Records for the task
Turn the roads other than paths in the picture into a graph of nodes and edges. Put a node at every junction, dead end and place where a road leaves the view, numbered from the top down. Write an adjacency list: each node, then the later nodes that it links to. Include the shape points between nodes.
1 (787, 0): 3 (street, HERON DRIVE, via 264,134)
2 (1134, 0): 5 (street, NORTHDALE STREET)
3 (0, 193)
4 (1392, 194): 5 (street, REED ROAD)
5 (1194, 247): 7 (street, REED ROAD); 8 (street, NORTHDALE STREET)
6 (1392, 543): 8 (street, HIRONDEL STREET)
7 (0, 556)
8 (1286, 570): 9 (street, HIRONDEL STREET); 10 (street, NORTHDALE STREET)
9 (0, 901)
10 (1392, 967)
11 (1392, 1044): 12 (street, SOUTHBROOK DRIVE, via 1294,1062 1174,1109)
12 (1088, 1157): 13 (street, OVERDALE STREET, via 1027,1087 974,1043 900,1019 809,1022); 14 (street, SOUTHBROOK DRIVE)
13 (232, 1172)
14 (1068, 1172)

Work instruction
Exactly reproduce every record.

Output below
Turn the roads other than paths in the picture into a graph of nodes and edges. Put a node at every junction, dead end and place where a road leaves the view, numbered from the top down. Write an adjacency list: each node, then the later nodes that it links to. Include the shape points between nodes.
1 (787, 0): 3 (street, HERON DRIVE, via 264,134)
2 (1134, 0): 5 (street, NORTHDALE STREET)
3 (0, 193)
4 (1392, 194): 5 (street, REED ROAD)
5 (1194, 247): 7 (street, REED ROAD); 8 (street, NORTHDALE STREET)
6 (1392, 543): 8 (street, HIRONDEL STREET)
7 (0, 556)
8 (1286, 570): 9 (street, HIRONDEL STREET); 10 (street, NORTHDALE STREET)
9 (0, 901)
10 (1392, 967)
11 (1392, 1044): 12 (street, SOUTHBROOK DRIVE, via 1294,1062 1174,1109)
12 (1088, 1157): 13 (street, OVERDALE STREET, via 1027,1087 974,1043 900,1019 809,1022); 14 (street, SOUTHBROOK DRIVE)
13 (232, 1172)
14 (1068, 1172)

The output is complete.